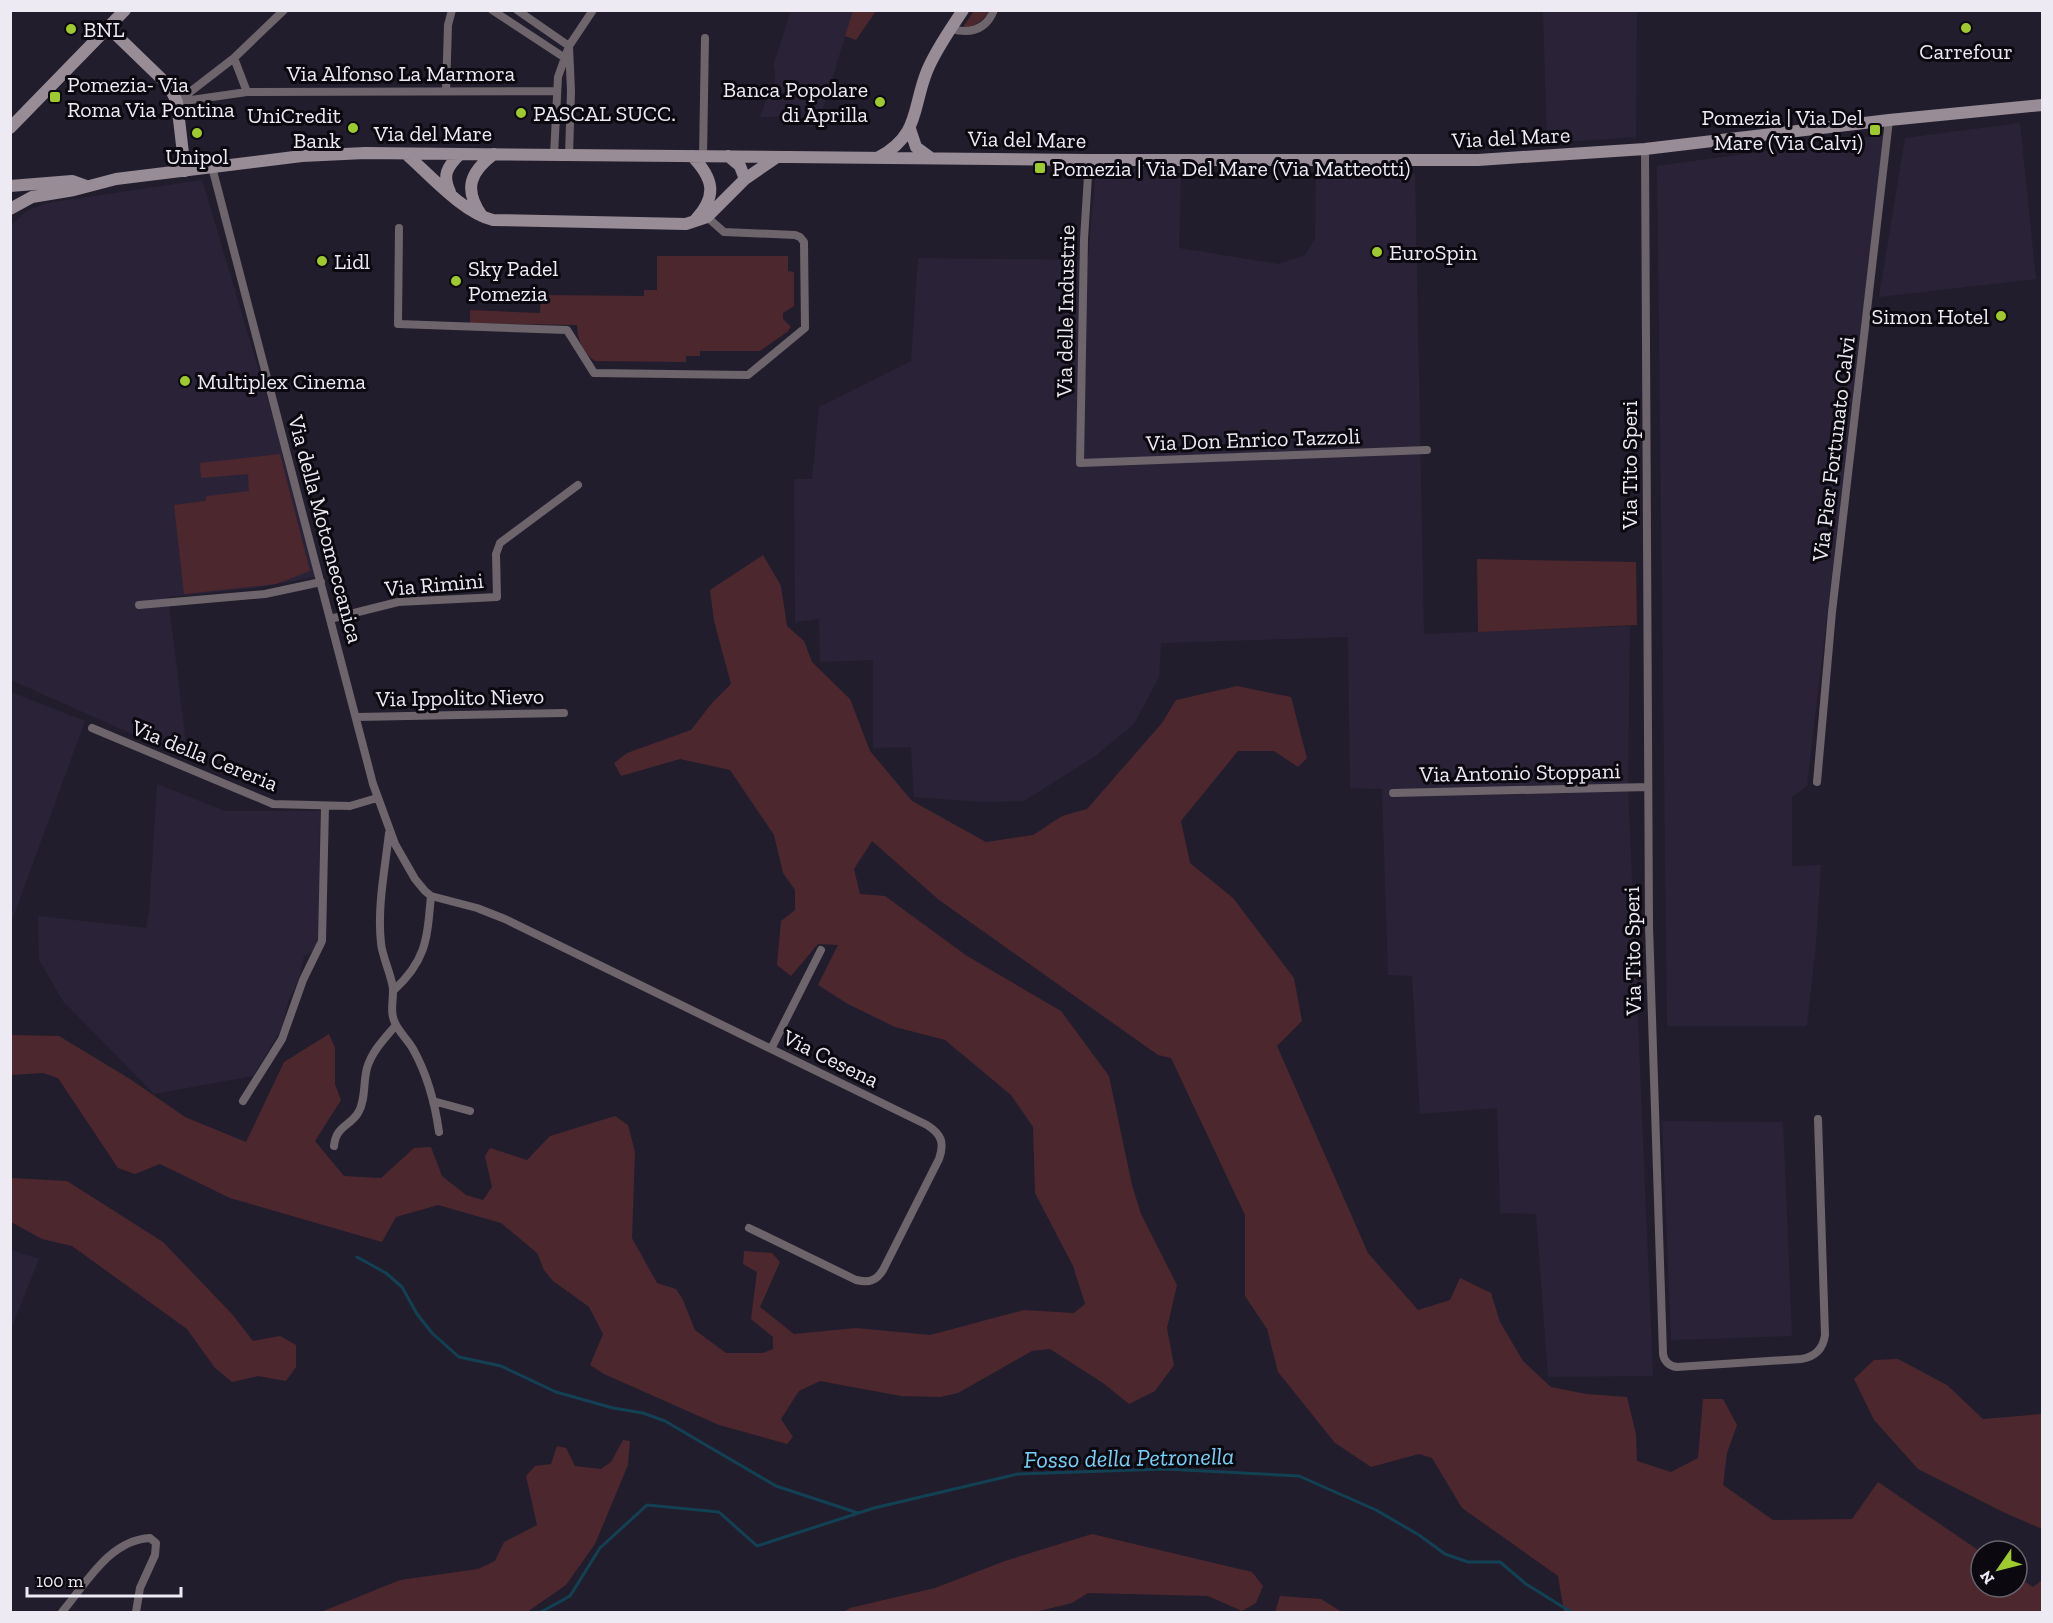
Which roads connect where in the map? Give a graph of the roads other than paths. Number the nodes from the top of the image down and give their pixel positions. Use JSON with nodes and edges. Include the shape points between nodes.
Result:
{"nodes":[{"id":1,"x":125,"y":10,"type":"edge"},
{"id":2,"x":284,"y":10,"type":"edge"},
{"id":3,"x":492,"y":10,"type":"edge"},
{"id":4,"x":517,"y":10,"type":"edge"},
{"id":5,"x":592,"y":10,"type":"edge"},
{"id":6,"x":963,"y":10,"type":"edge"},
{"id":7,"x":994,"y":10,"type":"edge"},
{"id":8,"x":451,"y":12,"type":"edge"},
{"id":9,"x":109,"y":28,"type":"junction"},
{"id":10,"x":951,"y":29,"type":"junction"},
{"id":11,"x":705,"y":38,"type":"dead end"},
{"id":12,"x":569,"y":46,"type":"junction"},
{"id":13,"x":234,"y":58,"type":"junction"},
{"id":14,"x":565,"y":58,"type":"junction"},
{"id":15,"x":447,"y":91,"type":"junction"},
{"id":16,"x":556,"y":91,"type":"junction"},
{"id":17,"x":246,"y":92,"type":"junction"},
{"id":18,"x":177,"y":102,"type":"junction"},
{"id":19,"x":2043,"y":105,"type":"edge"},
{"id":20,"x":27,"y":110,"type":"junction"},
{"id":21,"x":10,"y":113,"type":"edge"},
{"id":22,"x":1889,"y":120,"type":"junction"},
{"id":23,"x":10,"y":129,"type":"edge"},
{"id":24,"x":910,"y":129,"type":"junction"},
{"id":25,"x":1645,"y":149,"type":"junction"},
{"id":26,"x":406,"y":154,"type":"junction"},
{"id":27,"x":459,"y":154,"type":"junction"},
{"id":28,"x":494,"y":154,"type":"junction"},
{"id":29,"x":554,"y":155,"type":"junction"},
{"id":30,"x":569,"y":155,"type":"junction"},
{"id":31,"x":697,"y":156,"type":"junction"},
{"id":32,"x":728,"y":156,"type":"junction"},
{"id":33,"x":753,"y":156,"type":"junction"},
{"id":34,"x":779,"y":156,"type":"junction"},
{"id":35,"x":878,"y":157,"type":"junction"},
{"id":36,"x":932,"y":159,"type":"junction"},
{"id":37,"x":1089,"y":160,"type":"junction"},
{"id":38,"x":212,"y":167,"type":"junction"},
{"id":39,"x":185,"y":171,"type":"junction"},
{"id":40,"x":745,"y":179,"type":"junction"},
{"id":41,"x":10,"y":186,"type":"edge"},
{"id":42,"x":86,"y":186,"type":"junction"},
{"id":43,"x":450,"y":193,"type":"junction"},
{"id":44,"x":10,"y":209,"type":"edge"},
{"id":45,"x":708,"y":217,"type":"junction"},
{"id":46,"x":483,"y":218,"type":"junction"},
{"id":47,"x":693,"y":222,"type":"junction"},
{"id":48,"x":399,"y":228,"type":"dead end"},
{"id":49,"x":1427,"y":450,"type":"dead end"},
{"id":50,"x":1080,"y":463,"type":"joint"},
{"id":51,"x":578,"y":484,"type":"dead end"},
{"id":52,"x":321,"y":582,"type":"junction"},
{"id":53,"x":139,"y":605,"type":"dead end"},
{"id":54,"x":330,"y":619,"type":"junction"},
{"id":55,"x":564,"y":713,"type":"dead end"},
{"id":56,"x":357,"y":717,"type":"junction"},
{"id":57,"x":92,"y":728,"type":"dead end"},
{"id":58,"x":1817,"y":782,"type":"dead end"},
{"id":59,"x":1648,"y":787,"type":"junction"},
{"id":60,"x":1393,"y":793,"type":"dead end"},
{"id":61,"x":377,"y":798,"type":"junction"},
{"id":62,"x":325,"y":806,"type":"junction"},
{"id":63,"x":389,"y":830,"type":"junction"},
{"id":64,"x":431,"y":896,"type":"junction"},
{"id":65,"x":821,"y":950,"type":"dead end"},
{"id":66,"x":394,"y":990,"type":"junction"},
{"id":67,"x":396,"y":1025,"type":"junction"},
{"id":68,"x":771,"y":1049,"type":"junction"},
{"id":69,"x":243,"y":1101,"type":"dead end"},
{"id":70,"x":433,"y":1101,"type":"junction"},
{"id":71,"x":470,"y":1111,"type":"dead end"},
{"id":72,"x":1818,"y":1119,"type":"dead end"},
{"id":73,"x":439,"y":1132,"type":"dead end"},
{"id":74,"x":334,"y":1146,"type":"dead end"},
{"id":75,"x":749,"y":1228,"type":"dead end"},
{"id":76,"x":62,"y":1612,"type":"edge"},
{"id":77,"x":136,"y":1612,"type":"edge"}],
"edges":[{"from":1,"to":9,"type":"main road"},
{"from":2,"to":13,"type":"street"},
{"from":3,"to":14,"type":"street"},
{"from":4,"to":12,"type":"street"},
{"from":5,"to":12,"type":"street"},
{"from":6,"to":10,"type":"main road"},
{"from":7,"to":10,"type":"street","via":[[989,21],[977,30]]},
{"from":8,"to":15,"type":"street"},
{"from":9,"to":18,"type":"main road","via":[[170,88]]},
{"from":9,"to":20,"type":"main road"},
{"from":10,"to":24,"type":"main road","via":[[927,71]]},
{"from":11,"to":31,"type":"street"},
{"from":12,"to":14,"type":"street"},
{"from":12,"to":30,"type":"street"},
{"from":13,"to":17,"type":"street"},
{"from":13,"to":18,"type":"street"},
{"from":14,"to":16,"type":"street"},
{"from":15,"to":16,"type":"street","name":"Via Alfonso La Marmora"},
{"from":15,"to":17,"type":"street","name":"Via Alfonso La Marmora"},
{"from":16,"to":29,"type":"street"},
{"from":17,"to":18,"type":"street","name":"Via Alfonso La Marmora"},
{"from":18,"to":39,"type":"main road"},
{"from":19,"to":22,"type":"main road","name":"Via del Mare"},
{"from":20,"to":21,"type":"main road"},
{"from":20,"to":23,"type":"main road"},
{"from":22,"to":25,"type":"main road","name":"Via del Mare"},
{"from":22,"to":58,"type":"street","name":"Via Pier Fortunato Calvi","via":[[1832,612]]},
{"from":24,"to":35,"type":"main road","via":[[898,144]]},
{"from":24,"to":36,"type":"main road","via":[[916,147]]},
{"from":25,"to":37,"type":"main road","name":"Via del Mare","via":[[1450,161]]},
{"from":25,"to":59,"type":"street","name":"Via Tito Speri"},
{"from":26,"to":27,"type":"main road","name":"Via del Mare"},
{"from":26,"to":38,"type":"main road","name":"Via del Mare","via":[[302,156]]},
{"from":26,"to":43,"type":"main road"},
{"from":27,"to":28,"type":"main road","name":"Via del Mare"},
{"from":27,"to":43,"type":"main road","via":[[445,175]]},
{"from":28,"to":29,"type":"main road","name":"Via del Mare"},
{"from":28,"to":46,"type":"main road","via":[[475,171],[471,186],[474,204]]},
{"from":29,"to":30,"type":"main road","name":"Via del Mare"},
{"from":30,"to":31,"type":"main road","name":"Via del Mare"},
{"from":31,"to":32,"type":"main road","name":"Via del Mare"},
{"from":31,"to":47,"type":"main road","via":[[710,188],[706,205]]},
{"from":32,"to":33,"type":"main road","name":"Via del Mare"},
{"from":32,"to":40,"type":"main road","via":[[740,166]]},
{"from":33,"to":34,"type":"main road","name":"Via del Mare"},
{"from":33,"to":40,"type":"main road"},
{"from":34,"to":35,"type":"main road","name":"Via del Mare"},
{"from":34,"to":40,"type":"main road"},
{"from":35,"to":36,"type":"main road","name":"Via del Mare"},
{"from":36,"to":37,"type":"main road","name":"Via del Mare"},
{"from":37,"to":50,"type":"street","name":"Via delle Industrie"},
{"from":38,"to":39,"type":"main road","name":"Via del Mare"},
{"from":38,"to":52,"type":"street","name":"Via della Motomeccanica"},
{"from":39,"to":42,"type":"main road","name":"Via del Mare"},
{"from":40,"to":45,"type":"main road"},
{"from":41,"to":42,"type":"main road","name":"Via del Mare","via":[[72,181]]},
{"from":42,"to":44,"type":"main road","via":[[32,197]]},
{"from":43,"to":46,"type":"main road"},
{"from":45,"to":47,"type":"main road"},
{"from":45,"to":48,"type":"street","via":[[724,232],[795,234],[804,242],[805,328],[748,375],[594,373],[567,330],[398,324]]},
{"from":46,"to":47,"type":"main road"},
{"from":49,"to":50,"type":"street","name":"Via Don Enrico Tazzoli"},
{"from":51,"to":54,"type":"street","name":"Via Rimini","via":[[500,543],[496,554],[497,597],[392,603]]},
{"from":52,"to":53,"type":"street","via":[[274,593]]},
{"from":52,"to":54,"type":"street","name":"Via della Motomeccanica"},
{"from":54,"to":56,"type":"street","name":"Via della Motomeccanica"},
{"from":55,"to":56,"type":"street","name":"Via Ippolito Nievo"},
{"from":56,"to":61,"type":"street","name":"Via della Motomeccanica"},
{"from":57,"to":62,"type":"street","name":"Via della Cereria","via":[[273,804]]},
{"from":59,"to":60,"type":"street","name":"Via Antonio Stoppani"},
{"from":59,"to":72,"type":"street","name":"Via Tito Speri","via":[[1650,982],[1663,1354],[1670,1365],[1801,1359],[1821,1348],[1825,1335]]},
{"from":61,"to":62,"type":"street","name":"Via della Cereria","via":[[357,805]]},
{"from":61,"to":63,"type":"street","name":"Via della Motomeccanica"},
{"from":62,"to":69,"type":"street","via":[[322,941],[281,1042]]},
{"from":63,"to":64,"type":"street","name":"Via della Motomeccanica","via":[[409,869]]},
{"from":63,"to":66,"type":"street","name":"Via della Motomeccanica","via":[[380,936]]},
{"from":64,"to":66,"type":"street","via":[[422,952],[411,973]]},
{"from":64,"to":68,"type":"street","name":"Via Cesena","via":[[505,919]]},
{"from":65,"to":68,"type":"street"},
{"from":66,"to":67,"type":"street","name":"Via della Motomeccanica","via":[[391,1007]]},
{"from":67,"to":70,"type":"street","name":"Via della Motomeccanica","via":[[414,1050]]},
{"from":67,"to":74,"type":"street","via":[[372,1054],[361,1108],[337,1133]]},
{"from":68,"to":75,"type":"street","name":"Via Cesena","via":[[927,1125],[939,1135],[942,1147],[883,1270],[872,1281],[853,1279]]},
{"from":70,"to":71,"type":"street"},
{"from":70,"to":73,"type":"street","name":"Via della Motomeccanica"},
{"from":76,"to":77,"type":"street","via":[[112,1553],[128,1543],[150,1538],[156,1543],[156,1550],[140,1588]]}]}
* * * * * * *
* Directions
Select every line of the material above holding the word "Speri" and copy it.

* Solution below
{"from":25,"to":59,"type":"street","name":"Via Tito Speri"},
{"from":59,"to":72,"type":"street","name":"Via Tito Speri","via":[[1650,982],[1663,1354],[1670,1365],[1801,1359],[1821,1348],[1825,1335]]},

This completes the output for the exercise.